She watches as stars one-by-one peek into the night sky. In her imagination Wally is pressed to her side, his hand in her hair, his lips on her ear. Star-gazing had been his favorite hobby, he told her once that due to his super-speed he always felt like he was living ten times faster than everyone else. The world was boring and slow and all shades of gray to him. But watching the stars made everything else slow down. Star-gazing was one of his rare opportunities to allow the world to spin in slow motion as he meticulously catalogued the constellations.

“Orion,” he’d say, if he were here. “You pinned him to the sky.”

“Me?”

“Well, your namesake. The goddess, Artemis, not that you aren’t a goddess in your own right.” A cocky grin against her cheek. “She was challenged to a duel and accidentally shot her true love, Orion. In order to preserve his memory she made him into a constellation.”

“A constellation, huh? That’s not a bad memorial.”

Artemis stares at the star right above her head. The large vibrant star that she noticed in Bludhaven and every night since and never before.

“Its better than a hologram.”

*

She’s happy that Bart is wearing Wally’s suit, really. Its in honor of everything Wally stood for and Wally wanted him to wear it, dead or alive.

But it still bothers her because even though Bart is smaller than Wally had been in every sense of the word, even though his hair is a rusty brown where Wally’s had been vibrant and red, he looks like Wally.

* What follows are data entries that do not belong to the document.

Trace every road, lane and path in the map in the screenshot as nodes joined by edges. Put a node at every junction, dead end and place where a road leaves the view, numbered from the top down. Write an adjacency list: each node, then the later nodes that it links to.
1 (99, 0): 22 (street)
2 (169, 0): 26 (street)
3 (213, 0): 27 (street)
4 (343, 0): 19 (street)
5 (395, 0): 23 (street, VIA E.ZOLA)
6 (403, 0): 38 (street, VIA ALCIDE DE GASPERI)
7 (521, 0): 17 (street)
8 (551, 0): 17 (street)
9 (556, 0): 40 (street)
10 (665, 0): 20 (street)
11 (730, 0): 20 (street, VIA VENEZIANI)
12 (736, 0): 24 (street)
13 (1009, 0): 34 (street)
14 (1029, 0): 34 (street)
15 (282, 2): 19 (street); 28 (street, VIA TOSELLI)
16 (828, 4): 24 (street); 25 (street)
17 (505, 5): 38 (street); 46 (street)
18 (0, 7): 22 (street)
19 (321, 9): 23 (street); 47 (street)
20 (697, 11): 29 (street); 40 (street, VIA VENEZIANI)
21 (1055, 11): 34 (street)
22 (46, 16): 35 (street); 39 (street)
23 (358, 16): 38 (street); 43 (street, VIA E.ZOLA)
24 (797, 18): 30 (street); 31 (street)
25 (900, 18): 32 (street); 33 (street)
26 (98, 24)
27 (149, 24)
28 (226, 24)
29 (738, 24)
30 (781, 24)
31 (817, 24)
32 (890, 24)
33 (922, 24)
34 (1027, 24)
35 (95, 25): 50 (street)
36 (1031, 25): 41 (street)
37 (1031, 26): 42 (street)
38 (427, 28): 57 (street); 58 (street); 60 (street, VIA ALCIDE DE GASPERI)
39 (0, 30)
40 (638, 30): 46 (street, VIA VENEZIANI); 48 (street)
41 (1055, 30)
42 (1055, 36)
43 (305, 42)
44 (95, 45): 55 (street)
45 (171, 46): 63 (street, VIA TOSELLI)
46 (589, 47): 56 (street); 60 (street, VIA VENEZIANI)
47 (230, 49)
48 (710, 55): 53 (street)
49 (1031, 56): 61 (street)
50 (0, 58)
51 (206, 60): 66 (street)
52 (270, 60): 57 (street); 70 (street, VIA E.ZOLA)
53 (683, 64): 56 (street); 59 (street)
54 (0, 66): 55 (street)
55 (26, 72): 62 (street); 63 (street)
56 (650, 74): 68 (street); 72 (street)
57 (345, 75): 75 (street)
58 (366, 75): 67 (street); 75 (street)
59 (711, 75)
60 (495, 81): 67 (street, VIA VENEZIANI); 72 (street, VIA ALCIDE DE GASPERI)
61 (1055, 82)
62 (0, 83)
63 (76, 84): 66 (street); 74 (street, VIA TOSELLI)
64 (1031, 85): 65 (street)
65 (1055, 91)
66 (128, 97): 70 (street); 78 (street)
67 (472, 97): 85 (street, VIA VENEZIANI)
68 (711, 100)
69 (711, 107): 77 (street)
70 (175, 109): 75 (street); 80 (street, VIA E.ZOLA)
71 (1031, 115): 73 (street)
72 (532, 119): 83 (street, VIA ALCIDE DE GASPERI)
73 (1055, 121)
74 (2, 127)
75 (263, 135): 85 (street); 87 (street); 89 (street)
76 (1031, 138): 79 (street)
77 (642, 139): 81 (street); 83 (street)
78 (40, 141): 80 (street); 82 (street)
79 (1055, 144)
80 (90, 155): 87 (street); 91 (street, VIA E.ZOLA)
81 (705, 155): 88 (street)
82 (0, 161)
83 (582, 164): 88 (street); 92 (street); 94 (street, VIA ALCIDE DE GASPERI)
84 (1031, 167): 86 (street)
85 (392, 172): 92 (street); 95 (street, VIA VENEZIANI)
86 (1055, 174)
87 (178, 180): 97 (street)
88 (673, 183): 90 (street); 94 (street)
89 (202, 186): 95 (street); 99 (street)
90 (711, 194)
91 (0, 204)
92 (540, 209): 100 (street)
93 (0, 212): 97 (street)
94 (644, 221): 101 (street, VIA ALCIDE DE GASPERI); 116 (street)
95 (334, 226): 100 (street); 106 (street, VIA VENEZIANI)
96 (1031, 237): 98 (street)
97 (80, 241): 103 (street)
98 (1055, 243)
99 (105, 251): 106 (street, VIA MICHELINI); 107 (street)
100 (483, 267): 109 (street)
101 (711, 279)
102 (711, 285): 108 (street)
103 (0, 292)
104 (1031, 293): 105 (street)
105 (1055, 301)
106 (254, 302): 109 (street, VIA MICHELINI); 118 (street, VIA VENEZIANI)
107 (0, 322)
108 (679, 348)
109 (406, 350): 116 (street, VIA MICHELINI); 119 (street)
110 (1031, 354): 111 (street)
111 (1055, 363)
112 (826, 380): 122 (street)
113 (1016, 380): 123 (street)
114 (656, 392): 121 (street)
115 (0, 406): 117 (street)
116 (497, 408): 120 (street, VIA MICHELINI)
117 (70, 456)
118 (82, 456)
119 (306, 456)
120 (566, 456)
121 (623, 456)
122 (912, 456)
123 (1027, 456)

From behind or even from the front if she squints, he looks like Wally. When he runs, a yellow red blur in his wake, he looks like Wally.

He comes careening around a corner and Artemis stops cold, staring, and she knows Bart knows from the way he’s extra careful to keep his cowl down when they’re alone.

She calls him Wally by accident. Once. Bart holds her as she cries.

*

Most days she was fine. She could go through the motions without much fuss. Wake up, train, errands, train, eat, train, help Gar and Bart and the other kids with schoolwork, train, train until her arms felt like noodles, shower, sleep, repeat.

Then there were days when she’d find Wally’s sweater in her things and lie on her bed for hours, curled into the tiniest ball she could manage. In those moments she sometimes felt a touch, a whisper of a man who wasn’t there.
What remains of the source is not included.